Alternate Indexer | Directory Cache

        

The DirCache alternate scanner can be used to speed up subsequent crawls when indexing slower network-mounted storage.

DirCache alternate scanner uses the Diskover cache module diskover_cache, which uses SQLite database to store a local cache of directory mtimes (modified times), directory file lists, and file stat attributes.

On subsequent crawls, when a directory mtime is the same as in cache, the directory list and all file stat attributes can be retrieved from the cache rather than over the network mount.

Note: When a file gets modified in a directory, the directory's mtime does not get updated. Because of this, when using dircache, the file stat attributes for each file in the directory retrieved from cache may not be the same as on the storage.

Note: The first crawl for each top path can take longer as the cache is being built. Each top path has its own cache db file stored in __dircache__/ directory.

πŸ”΄  To use the dircache alternate scanner, first copy the default/sample config:

mkdir ~/.config/diskover_scandir_dircache
cd /opt/diskover/configs_sample/diskover_scandir_dircache
cp config.yaml ~/.config/diskover_scandir_dircache

πŸ”΄  load_db_mem setting can be set to True to load the SQLite db into memory when crawl starts. This can sometimes help to improve db performance. Depending on disk speed and amount of RAM for disk cache, this may not help performance or even decrease performance. It is recommended to leave this set to False.

Warning! Setting this to True can cause the SQLite db file to occasionally become corrupt (see below). Keeping this setting at the default False is advised as it usually does not provide much performance improvement. If you do enable this, check db file size before loading into memory to ensure you don't run out of memory on the indexing host.
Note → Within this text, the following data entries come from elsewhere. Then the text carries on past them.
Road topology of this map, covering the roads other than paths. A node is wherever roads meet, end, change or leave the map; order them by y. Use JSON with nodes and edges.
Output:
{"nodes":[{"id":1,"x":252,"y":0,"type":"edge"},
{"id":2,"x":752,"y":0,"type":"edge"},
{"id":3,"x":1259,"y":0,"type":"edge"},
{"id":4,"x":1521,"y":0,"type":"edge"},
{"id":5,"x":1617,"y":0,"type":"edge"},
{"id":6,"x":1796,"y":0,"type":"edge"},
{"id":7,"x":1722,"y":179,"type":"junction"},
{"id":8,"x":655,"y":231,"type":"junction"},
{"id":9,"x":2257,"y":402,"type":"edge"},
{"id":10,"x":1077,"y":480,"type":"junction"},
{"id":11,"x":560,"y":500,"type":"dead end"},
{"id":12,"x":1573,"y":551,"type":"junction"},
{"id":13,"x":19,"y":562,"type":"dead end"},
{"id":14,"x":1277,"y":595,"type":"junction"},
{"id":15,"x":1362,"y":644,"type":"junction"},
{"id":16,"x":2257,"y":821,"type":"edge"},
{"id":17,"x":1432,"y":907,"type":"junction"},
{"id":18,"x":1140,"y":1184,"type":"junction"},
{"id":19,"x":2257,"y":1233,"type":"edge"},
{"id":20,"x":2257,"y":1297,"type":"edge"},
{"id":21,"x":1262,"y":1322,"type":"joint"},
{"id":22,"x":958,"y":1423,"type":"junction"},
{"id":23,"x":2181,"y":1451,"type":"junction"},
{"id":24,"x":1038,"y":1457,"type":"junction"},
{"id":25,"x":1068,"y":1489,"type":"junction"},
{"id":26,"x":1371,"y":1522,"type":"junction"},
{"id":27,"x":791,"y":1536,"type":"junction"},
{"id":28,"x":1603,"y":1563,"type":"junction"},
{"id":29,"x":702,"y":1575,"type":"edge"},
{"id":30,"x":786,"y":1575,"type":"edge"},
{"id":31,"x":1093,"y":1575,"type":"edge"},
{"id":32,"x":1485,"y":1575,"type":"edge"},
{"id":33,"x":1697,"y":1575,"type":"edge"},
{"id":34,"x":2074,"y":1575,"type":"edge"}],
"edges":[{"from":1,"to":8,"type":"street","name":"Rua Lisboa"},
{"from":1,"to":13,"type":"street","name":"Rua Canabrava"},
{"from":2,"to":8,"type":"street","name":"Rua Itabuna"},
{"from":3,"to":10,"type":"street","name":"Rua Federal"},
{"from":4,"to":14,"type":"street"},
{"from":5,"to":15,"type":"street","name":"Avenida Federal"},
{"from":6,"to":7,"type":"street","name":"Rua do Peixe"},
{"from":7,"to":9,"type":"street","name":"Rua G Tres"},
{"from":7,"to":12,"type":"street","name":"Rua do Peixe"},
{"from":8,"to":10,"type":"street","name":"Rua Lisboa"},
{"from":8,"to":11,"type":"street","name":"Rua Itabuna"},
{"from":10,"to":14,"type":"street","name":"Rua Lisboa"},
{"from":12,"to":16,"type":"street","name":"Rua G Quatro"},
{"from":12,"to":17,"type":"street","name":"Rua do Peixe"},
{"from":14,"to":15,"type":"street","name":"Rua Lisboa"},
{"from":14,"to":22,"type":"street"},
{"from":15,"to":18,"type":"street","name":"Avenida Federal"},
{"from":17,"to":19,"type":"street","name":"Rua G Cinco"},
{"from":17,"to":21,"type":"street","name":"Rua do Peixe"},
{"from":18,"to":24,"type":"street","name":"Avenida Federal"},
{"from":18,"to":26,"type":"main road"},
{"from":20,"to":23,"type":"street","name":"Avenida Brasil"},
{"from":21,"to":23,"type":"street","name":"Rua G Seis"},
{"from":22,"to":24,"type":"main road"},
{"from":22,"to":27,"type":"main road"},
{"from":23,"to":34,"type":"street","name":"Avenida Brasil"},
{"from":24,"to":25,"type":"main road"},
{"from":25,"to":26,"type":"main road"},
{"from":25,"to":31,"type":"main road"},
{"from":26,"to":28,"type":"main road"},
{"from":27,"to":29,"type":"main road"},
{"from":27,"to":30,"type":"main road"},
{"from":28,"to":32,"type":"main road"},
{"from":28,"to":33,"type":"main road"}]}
πŸ”΄  Scan and index using dircache using an auto-index name:

cd /opt/diskover
python3 diskover.py --altscanner scandir_dircache /toppath

Corrupt SQLite Database

If you see this traceback error when starting a scan, the SQLite database has become corrupt. This can happen if previous scans got interrupted abruptly, did not close, and write out the database successfully to disk.

sqlite3.DatabaseError: file is encrypted or is not a database

If you see this error message, you need to delete the SQLite database file. Refer to the scan log lines (example below) to find the DB file to delete.

2022-03-29 10:28:55,397 - diskover_cache - INFO - Using cache DB __dircache__/eac817f78756a24821316430009bb0c2/cache_database.db (160.73 MB)
2022-03-29 10:28:55,397 - diskover_cache - INFO - Loading cache DB __dircache__/eac817f78756a24821316430009bb0c2/cache_database.db into memory...

Delete the database directory and file:

cd /opt/diskover/__dircache__
rm -rf eac817f78756a24821316430009bb0c2

Alternate Indexer | S3 Bucket

      

Included in the alt scanners directory is a Python module scandir_s3 for scanning AWS S3 buckets using the Boto3 API.

Note: If you want to install Diskover on an existing AWS infrastructure, please refer to our Diskover AWS Customer Deployment Guide.

πŸ”΄  To use the S3 alternate scanner, first install the Boto3 Python module:

pip3 install boto3

πŸ”΄  After, you will need to set up and configure AWS credentials, etc. for Boto3:

https://boto3.amazonaws.com/v1/documentation/api/latest/guide/quickstart.html

https://boto3.amazonaws.com/v1/documentation/api/latest/guide/configuration.html

Using Different Endpoints URLs (Other than AWS)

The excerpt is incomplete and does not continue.